Sam Hanna Jr.

Much has been said of the committee assignments that Senate President Page Cortez unveiled last week, just days after he was elected by his peers to succeed John Alario.

Cortez, of Lafayette, appointed what we would describe as hardcore conservatives to chair no less than seven of the Senate’s committees including Sen. Stewart Cathey of Monroe. Cathey was awarded the Agriculture Committee, which puts him in an influential position to not only advance the needs of farmers but also secure appropriations for northeastern Louisiana simply because he’s a committee chairman and committee chairmen are granted favors when they ask.

Cathey was the only northeastern Louisiana senator to grab a committee chairmanship, which goes to show you that lawmakers who play their cards just right, including freshmen, often are awarded some of the spoils.
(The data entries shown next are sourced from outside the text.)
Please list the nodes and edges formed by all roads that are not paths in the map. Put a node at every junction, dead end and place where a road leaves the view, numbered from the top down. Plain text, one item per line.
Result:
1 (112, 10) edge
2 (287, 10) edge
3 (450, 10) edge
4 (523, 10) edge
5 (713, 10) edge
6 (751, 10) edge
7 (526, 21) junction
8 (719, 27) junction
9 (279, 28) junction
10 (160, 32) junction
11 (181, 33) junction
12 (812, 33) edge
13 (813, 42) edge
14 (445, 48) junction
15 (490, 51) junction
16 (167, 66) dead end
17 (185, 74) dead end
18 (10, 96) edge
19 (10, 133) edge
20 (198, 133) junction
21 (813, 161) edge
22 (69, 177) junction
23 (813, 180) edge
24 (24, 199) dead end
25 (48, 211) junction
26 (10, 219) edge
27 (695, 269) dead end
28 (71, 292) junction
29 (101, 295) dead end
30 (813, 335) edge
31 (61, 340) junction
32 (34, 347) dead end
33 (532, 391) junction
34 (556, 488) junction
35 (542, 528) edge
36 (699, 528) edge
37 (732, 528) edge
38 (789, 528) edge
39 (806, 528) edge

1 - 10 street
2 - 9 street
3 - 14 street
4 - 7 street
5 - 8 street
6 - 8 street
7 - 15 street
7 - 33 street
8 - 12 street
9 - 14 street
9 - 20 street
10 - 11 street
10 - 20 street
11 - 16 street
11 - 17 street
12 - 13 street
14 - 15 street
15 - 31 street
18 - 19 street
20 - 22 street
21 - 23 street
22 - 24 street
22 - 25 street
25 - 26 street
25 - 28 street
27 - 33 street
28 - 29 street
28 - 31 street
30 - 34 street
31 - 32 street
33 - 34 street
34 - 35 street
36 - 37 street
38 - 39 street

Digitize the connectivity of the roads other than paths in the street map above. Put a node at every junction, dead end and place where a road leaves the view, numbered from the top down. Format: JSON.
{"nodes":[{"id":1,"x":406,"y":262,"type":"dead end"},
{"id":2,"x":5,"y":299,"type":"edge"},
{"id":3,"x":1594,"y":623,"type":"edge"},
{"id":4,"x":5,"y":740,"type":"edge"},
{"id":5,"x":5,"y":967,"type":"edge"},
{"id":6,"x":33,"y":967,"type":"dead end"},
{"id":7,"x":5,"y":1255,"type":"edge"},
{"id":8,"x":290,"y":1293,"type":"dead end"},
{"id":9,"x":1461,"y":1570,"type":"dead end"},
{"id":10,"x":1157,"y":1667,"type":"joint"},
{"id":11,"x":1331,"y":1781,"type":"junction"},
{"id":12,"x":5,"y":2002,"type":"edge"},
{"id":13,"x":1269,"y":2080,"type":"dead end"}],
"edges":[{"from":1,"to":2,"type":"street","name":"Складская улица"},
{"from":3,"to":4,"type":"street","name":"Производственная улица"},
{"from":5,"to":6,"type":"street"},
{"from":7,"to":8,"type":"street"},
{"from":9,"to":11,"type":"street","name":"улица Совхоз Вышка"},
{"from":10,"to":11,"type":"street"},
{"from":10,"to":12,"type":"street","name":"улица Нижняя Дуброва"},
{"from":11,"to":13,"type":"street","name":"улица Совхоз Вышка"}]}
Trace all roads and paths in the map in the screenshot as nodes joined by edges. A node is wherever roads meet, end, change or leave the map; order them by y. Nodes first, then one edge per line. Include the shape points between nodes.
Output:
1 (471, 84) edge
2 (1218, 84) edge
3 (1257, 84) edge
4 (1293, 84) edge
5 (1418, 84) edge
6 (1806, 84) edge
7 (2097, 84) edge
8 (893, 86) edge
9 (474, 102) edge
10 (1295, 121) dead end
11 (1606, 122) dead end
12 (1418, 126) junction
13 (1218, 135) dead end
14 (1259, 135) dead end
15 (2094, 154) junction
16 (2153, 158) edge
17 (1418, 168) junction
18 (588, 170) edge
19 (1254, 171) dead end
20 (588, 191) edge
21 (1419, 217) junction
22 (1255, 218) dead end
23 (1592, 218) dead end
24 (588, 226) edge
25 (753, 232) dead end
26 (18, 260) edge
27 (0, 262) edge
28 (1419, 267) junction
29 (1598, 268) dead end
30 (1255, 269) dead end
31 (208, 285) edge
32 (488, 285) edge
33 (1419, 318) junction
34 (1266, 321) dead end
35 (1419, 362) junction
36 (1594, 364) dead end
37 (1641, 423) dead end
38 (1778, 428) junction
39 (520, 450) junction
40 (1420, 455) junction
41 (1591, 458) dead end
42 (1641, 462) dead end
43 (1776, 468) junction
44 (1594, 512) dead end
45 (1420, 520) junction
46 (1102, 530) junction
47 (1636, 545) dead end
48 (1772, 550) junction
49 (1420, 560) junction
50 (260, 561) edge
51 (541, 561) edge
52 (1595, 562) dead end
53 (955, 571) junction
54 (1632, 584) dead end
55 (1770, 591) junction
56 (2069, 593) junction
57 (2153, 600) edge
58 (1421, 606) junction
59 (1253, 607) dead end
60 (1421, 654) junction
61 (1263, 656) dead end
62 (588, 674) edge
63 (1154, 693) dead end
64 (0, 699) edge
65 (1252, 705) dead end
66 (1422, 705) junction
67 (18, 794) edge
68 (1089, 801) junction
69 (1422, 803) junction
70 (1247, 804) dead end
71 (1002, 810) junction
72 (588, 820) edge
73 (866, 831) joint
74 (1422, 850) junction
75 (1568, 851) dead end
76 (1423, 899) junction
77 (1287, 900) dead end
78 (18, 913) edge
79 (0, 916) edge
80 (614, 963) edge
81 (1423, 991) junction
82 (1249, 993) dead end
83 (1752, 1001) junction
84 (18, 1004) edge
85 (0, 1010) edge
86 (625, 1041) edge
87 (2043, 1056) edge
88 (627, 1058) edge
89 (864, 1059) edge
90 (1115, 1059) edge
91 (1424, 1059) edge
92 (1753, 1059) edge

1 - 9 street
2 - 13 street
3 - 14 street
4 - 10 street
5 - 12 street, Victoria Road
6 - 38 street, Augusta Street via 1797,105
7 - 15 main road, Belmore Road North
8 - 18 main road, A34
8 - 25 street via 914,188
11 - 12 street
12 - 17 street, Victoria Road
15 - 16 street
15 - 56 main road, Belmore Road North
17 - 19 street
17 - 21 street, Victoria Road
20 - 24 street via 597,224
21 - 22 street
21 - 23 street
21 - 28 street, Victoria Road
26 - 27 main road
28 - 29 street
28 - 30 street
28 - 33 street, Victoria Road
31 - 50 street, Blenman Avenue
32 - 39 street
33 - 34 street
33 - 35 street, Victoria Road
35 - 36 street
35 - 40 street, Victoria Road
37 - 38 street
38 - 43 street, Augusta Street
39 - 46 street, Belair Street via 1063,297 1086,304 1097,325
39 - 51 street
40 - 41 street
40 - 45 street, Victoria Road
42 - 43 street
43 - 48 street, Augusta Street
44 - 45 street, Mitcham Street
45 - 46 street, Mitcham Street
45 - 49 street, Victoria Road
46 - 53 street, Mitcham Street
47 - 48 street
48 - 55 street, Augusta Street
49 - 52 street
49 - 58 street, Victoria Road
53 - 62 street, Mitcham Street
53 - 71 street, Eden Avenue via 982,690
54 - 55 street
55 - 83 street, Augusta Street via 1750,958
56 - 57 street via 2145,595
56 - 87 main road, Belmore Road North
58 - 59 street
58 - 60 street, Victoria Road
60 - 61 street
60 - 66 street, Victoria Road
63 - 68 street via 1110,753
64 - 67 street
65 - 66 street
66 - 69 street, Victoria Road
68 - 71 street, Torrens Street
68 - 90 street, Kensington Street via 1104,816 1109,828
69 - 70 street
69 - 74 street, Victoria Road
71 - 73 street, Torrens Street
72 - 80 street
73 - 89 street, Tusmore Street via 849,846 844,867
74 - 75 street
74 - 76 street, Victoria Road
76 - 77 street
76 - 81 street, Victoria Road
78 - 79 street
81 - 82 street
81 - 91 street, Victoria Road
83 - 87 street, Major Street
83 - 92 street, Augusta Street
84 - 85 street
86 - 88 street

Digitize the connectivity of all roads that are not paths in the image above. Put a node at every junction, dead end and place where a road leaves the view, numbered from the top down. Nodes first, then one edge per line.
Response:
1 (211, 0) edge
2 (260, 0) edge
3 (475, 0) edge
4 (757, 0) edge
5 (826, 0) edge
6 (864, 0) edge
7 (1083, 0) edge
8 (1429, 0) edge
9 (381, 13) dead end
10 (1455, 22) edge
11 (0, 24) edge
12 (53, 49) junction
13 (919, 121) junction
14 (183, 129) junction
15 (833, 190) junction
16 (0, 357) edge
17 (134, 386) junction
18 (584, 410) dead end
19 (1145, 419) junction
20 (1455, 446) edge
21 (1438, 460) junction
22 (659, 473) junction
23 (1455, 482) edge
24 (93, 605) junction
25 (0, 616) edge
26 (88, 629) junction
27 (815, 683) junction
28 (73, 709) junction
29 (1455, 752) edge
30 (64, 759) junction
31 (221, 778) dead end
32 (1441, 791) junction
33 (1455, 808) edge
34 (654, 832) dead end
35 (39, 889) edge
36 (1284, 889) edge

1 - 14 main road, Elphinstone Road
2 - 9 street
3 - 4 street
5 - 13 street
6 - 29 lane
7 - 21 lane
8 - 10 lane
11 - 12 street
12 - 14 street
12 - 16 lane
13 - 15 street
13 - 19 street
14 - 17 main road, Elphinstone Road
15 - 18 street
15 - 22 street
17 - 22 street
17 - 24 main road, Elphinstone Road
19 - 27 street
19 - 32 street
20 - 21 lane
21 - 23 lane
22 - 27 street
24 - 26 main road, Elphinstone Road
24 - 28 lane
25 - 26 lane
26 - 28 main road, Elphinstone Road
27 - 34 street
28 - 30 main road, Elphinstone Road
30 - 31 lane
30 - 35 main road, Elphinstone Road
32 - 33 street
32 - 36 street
In Cathey’s case, he committed to supporting Cortez’s bid to become Senate President early in the process, or not long after the fall elections had come to pass. And Cortez took care of him.

Other senators from the region, including Sen. Katrina Jackson and Sen. Jay Morris, both of Monroe, and Sen. Glen Womack, of LaSalle Parish, picked up choice committee assignments as well.

Womack will serve as Cathey’s vice chairman on the Agriculture Committee while Jackson and Morris both will serve on the committee, too. Womack also landed a seat on the powerful Senate Finance Committee, which is responsible for entertaining any tax-raising or tax-cutting measures. That’s a big get for Womack.

Jackson, who’s known for her commitment to public education, will serve as vice chairman of the Senate Education Committee. She also landed on the Senate Insurance Committee, which most certainly rankled the insurance industry since Jackson is a lawyer who sues insurance companies for a living.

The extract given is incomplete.